Nicht weniger schmerzhaft wirkt das »Tableau vivant« von Maya Clausen, das ein Gemälde von Frida Kahlo zum Ursprung hat. Das frontale Licht leuchtet das Modell völlig schattenfrei aus. Es zeigt gnadenlos den makellosen Körper, der durch eine geplante Operation weiter perfektioniert werden soll. Der Hintergrund wirkt nicht wie ein Operationssaal, sondern wie ein Gefängnis, in dem die Unglückliche gefangen ist. Das Licht ähnelt den Belegfotos der »Vorher-Nachher-Fotos« bei solchen Operationen. Es stammt in diesem Fall von einem »Multilight« mit ca. zwei Meter Durchmesser und ist direkt hinter der Fotografin aufgebaut – ein Licht, das auch gerne für echte Modefotografie verwendet wird.


Konstantin Nemerov

In diesem Modefoto von Konstantin Nemerov wird das Licht wieder sehr knapp oberhalb der optischen Achse und ein wenig nach links versetzt eingesetzt.

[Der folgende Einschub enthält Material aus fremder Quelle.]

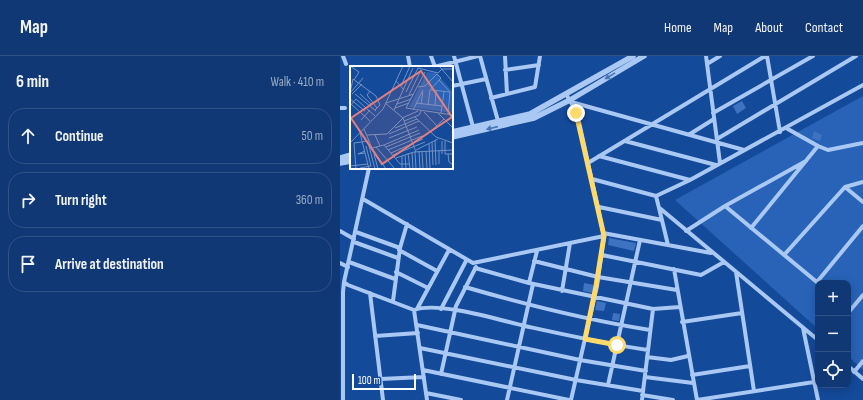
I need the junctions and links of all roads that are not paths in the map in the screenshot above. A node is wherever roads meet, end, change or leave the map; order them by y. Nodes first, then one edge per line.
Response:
1 (343, 56) edge
2 (408, 56) edge
3 (431, 56) edge
4 (454, 56) edge
5 (479, 56) edge
6 (505, 56) edge
7 (540, 56) edge
8 (633, 56) edge
9 (644, 56) edge
10 (706, 56) edge
11 (720, 56) edge
12 (766, 56) edge
13 (813, 56) edge
14 (856, 56) edge
15 (455, 62) junction
16 (346, 64) dead end
17 (707, 64) junction
18 (539, 65) junction
19 (410, 66) edge
20 (434, 66) edge
21 (438, 66) edge
22 (505, 70) junction
23 (486, 79) junction
24 (771, 80) junction
25 (462, 84) junction
26 (863, 85) edge
27 (453, 86) edge
28 (710, 90) junction
29 (507, 94) junction
30 (566, 94) junction
31 (491, 98) junction
32 (570, 101) junction
33 (775, 105) junction
34 (713, 113) junction
35 (714, 119) junction
36 (498, 121) junction
37 (653, 124) junction
38 (473, 127) junction
39 (786, 128) junction
40 (453, 132) edge
41 (780, 132) junction
42 (690, 134) junction
43 (453, 138) edge
44 (717, 140) junction
45 (625, 141) junction
46 (863, 143) edge
47 (818, 146) junction
48 (744, 150) junction
49 (350, 155) edge
50 (600, 156) junction
51 (340, 158) edge
52 (350, 161) edge
53 (806, 161) junction
54 (340, 163) edge
55 (588, 163) junction
56 (718, 164) junction
57 (369, 169) edge
58 (592, 179) junction
59 (690, 180) junction
60 (863, 182) edge
61 (845, 186) junction
62 (656, 196) junction
63 (363, 199) junction
64 (863, 202) edge
65 (725, 206) junction
66 (599, 207) junction
67 (659, 208) junction
68 (662, 220) junction
69 (407, 224) junction
70 (863, 226) edge
71 (751, 228) junction
72 (340, 231) edge
73 (686, 231) junction
74 (356, 232) junction
75 (604, 234) junction
76 (640, 240) junction
77 (354, 241) junction
78 (570, 243) junction
79 (668, 245) junction
80 (399, 249) junction
81 (449, 250) junction
82 (537, 251) junction
83 (713, 253) junction
84 (602, 255) junction
85 (784, 255) junction
86 (398, 258) junction
87 (466, 260) junction
88 (534, 261) junction
89 (349, 262) junction
90 (635, 262) junction
91 (724, 262) junction
92 (340, 263) edge
93 (476, 266) junction
94 (348, 267) junction
95 (566, 269) junction
96 (674, 269) junction
97 (438, 271) junction
98 (396, 272) junction
99 (736, 272) junction
100 (598, 277) junction
101 (395, 279) junction
102 (815, 280) edge
103 (820, 280) edge
104 (344, 282) junction
105 (630, 283) junction
106 (531, 284) junction
107 (466, 287) junction
108 (428, 288) junction
109 (677, 290) junction
110 (562, 291) junction
111 (370, 293) junction
112 (863, 295) edge
113 (594, 298) junction
114 (393, 301) junction
115 (626, 304) junction
116 (528, 305) junction
117 (343, 307) junction
118 (680, 307) junction
119 (851, 308) edge
120 (416, 309) junction
121 (441, 309) junction
122 (653, 309) junction
123 (455, 310) junction
124 (340, 313) edge
125 (742, 313) junction
126 (589, 319) junction
127 (682, 322) junction
128 (417, 325) junction
129 (621, 325) junction
130 (523, 326) junction
131 (803, 327) junction
132 (650, 330) junction
133 (450, 332) junction
134 (418, 333) junction
135 (375, 336) junction
136 (815, 337) edge
137 (585, 339) junction
138 (617, 345) junction
139 (519, 347) junction
140 (420, 348) junction
141 (648, 350) junction
142 (446, 353) junction
143 (688, 356) junction
144 (647, 357) junction
145 (580, 360) junction
146 (863, 361) edge
147 (612, 365) junction
148 (750, 366) junction
149 (514, 367) junction
150 (851, 369) edge
151 (423, 370) junction
152 (646, 371) junction
153 (854, 372) junction
154 (441, 374) junction
155 (692, 375) junction
156 (424, 377) junction
157 (645, 377) junction
158 (380, 379) junction
159 (863, 379) edge
160 (576, 380) junction
161 (814, 382) junction
162 (693, 383) junction
163 (608, 385) junction
164 (510, 388) junction
165 (342, 389) edge
166 (754, 391) junction
167 (426, 393) junction
168 (642, 395) edge
169 (343, 400) edge
170 (383, 400) edge
171 (427, 400) edge
172 (462, 400) edge
173 (507, 400) edge
174 (570, 400) edge
175 (673, 400) edge
176 (697, 400) edge
177 (818, 400) edge

1 - 16 street
2 - 19 street
3 - 20 street
4 - 15 street
5 - 15 street
5 - 23 street
6 - 22 street
7 - 18 street
8 - 30 street
9 -> 32 street
10 - 17 street
11 - 17 street
12 - 24 street
12 - 28 street
13 - 24 street
14 - 33 street
15 - 21 street
15 - 25 street
17 - 28 street
18 - 22 street
18 - 29 street
22 - 29 street
23 - 25 street
23 - 31 street
24 - 33 street
24 - 34 street
25 - 27 street
25 - 38 street
26 - 39 street
28 - 34 street
28 - 37 street
29 - 31 street
30 - 32 street
30 - 36 street
31 - 36 street
32 - 37 street
32 -> 43 street
32 - 55 street
33 - 41 street
33 - 44 street
34 - 35 street
35 - 42 street
35 - 44 street
36 - 38 street
37 - 42 street
37 - 45 street
38 - 40 street
39 - 41 street
39 - 47 street
41 - 48 street
42 - 44 street
44 - 48 street
44 - 56 street
45 - 50 street
45 - 56 street
46 - 47 street
47 - 53 street
48 - 56 street
49 - 51 street
50 - 55 street
50 - 59 street
52 - 54 street
53 - 65 street
53 - 71 street
55 - 58 street
56 - 59 street
57 - 63 street
58 - 62 street
58 - 66 street
59 - 62 street
60 - 61 street
61 - 64 street
61 - 85 street
62 - 67 street
63 - 69 street
63 - 74 street
65 - 71 street
65 - 73 street
66 - 68 street
66 - 75 street
67 - 68 street
67 - 73 street
68 - 79 street
69 - 80 street
69 - 81 street
70 - 103 street
71 - 85 street
72 - 77 street
73 - 83 street
74 - 77 street
74 - 80 street
75 - 76 street
75 - 78 street
75 - 84 street
76 - 79 street
76 - 90 street
77 - 86 street
77 - 89 street
78 - 82 street
78 - 95 street
79 - 83 street
80 - 86 street
80 - 97 street
81 - 87 street
81 - 97 street
82 - 88 street
82 - 93 street
83 - 91 street
84 - 90 street
84 - 100 street
85 - 102 street
86 - 98 street
87 - 93 street
87 - 121 street
88 - 95 street
88 - 106 street
89 - 94 street
89 - 101 street
90 - 96 street
90 - 105 street
91 - 96 street
91 - 99 street
92 - 94 street
93 - 106 street
93 - 107 street
94 - 104 street
95 - 100 street
95 - 110 street
96 - 109 street
97 - 108 street
98 - 101 street
98 - 108 street
99 - 125 street
99 - 131 street
100 - 105 street
100 - 113 street
101 - 114 street
104 - 111 street
104 - 117 street
105 - 109 street
105 - 115 street
106 - 110 street
106 - 116 street
107 - 116 street
107 - 123 street
108 - 120 street
109 - 118 street
110 - 113 street
111 - 114 street
111 - 135 street
112 - 119 street
113 - 115 street
113 - 126 street
114 - 120 street
115 - 122 street
115 - 129 street
116 - 126 street
116 - 130 street
117 - 124 street
117 - 165 street
118 - 122 street
118 - 127 street
120 - 121 street
120 - 128 street
121 - 123 street
122 - 132 street
123 - 130 street
123 - 133 street
125 - 127 street
125 - 148 street
126 - 129 street
126 - 137 street
127 - 143 street
128 - 133 street
128 - 134 street
129 - 132 street
129 - 138 street
130 - 137 street
130 - 139 street
131 - 136 street
131 - 161 street
132 - 141 street
133 - 139 street
133 - 142 street
134 - 135 street
134 - 140 street
135 - 158 street
137 - 138 street
137 - 145 street
138 - 141 street
138 - 147 street
139 - 145 street
139 - 149 street
140 - 142 street
140 - 151 street
141 - 144 street
142 - 149 street
142 - 154 street
143 - 144 street
143 - 155 street
144 - 152 street
145 - 147 street
145 - 160 street
146 - 153 street
147 - 152 street
147 - 163 street
148 - 155 street
148 - 166 street
149 - 160 street
149 - 164 street
150 - 153 street
151 - 154 street
151 - 156 street
152 - 157 street
153 - 159 street
154 - 164 street
155 - 162 street
156 - 158 street
156 - 167 street
157 - 162 street
157 - 168 street
158 - 170 street
160 - 163 street
160 - 174 street
161 - 166 street
161 - 177 street
162 - 176 street
163 - 168 street
164 - 173 street
164 - 174 street
165 - 169 street
166 - 176 street
167 - 171 street
167 - 172 street
168 - 175 street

Zur Aufhellung der ohnehin sehr schmalen Schlagschatten ist eine Softbox unterhalb der optischen Achse verwendet. Geschickt setzt Konstantin Nemerov hier die Farbgestaltung und die dynamische Linienführung als Kontrast ein, um das ansonsten zu flächige, sachliche Licht aus der Bildmitte heraus mit Leben zu füllen.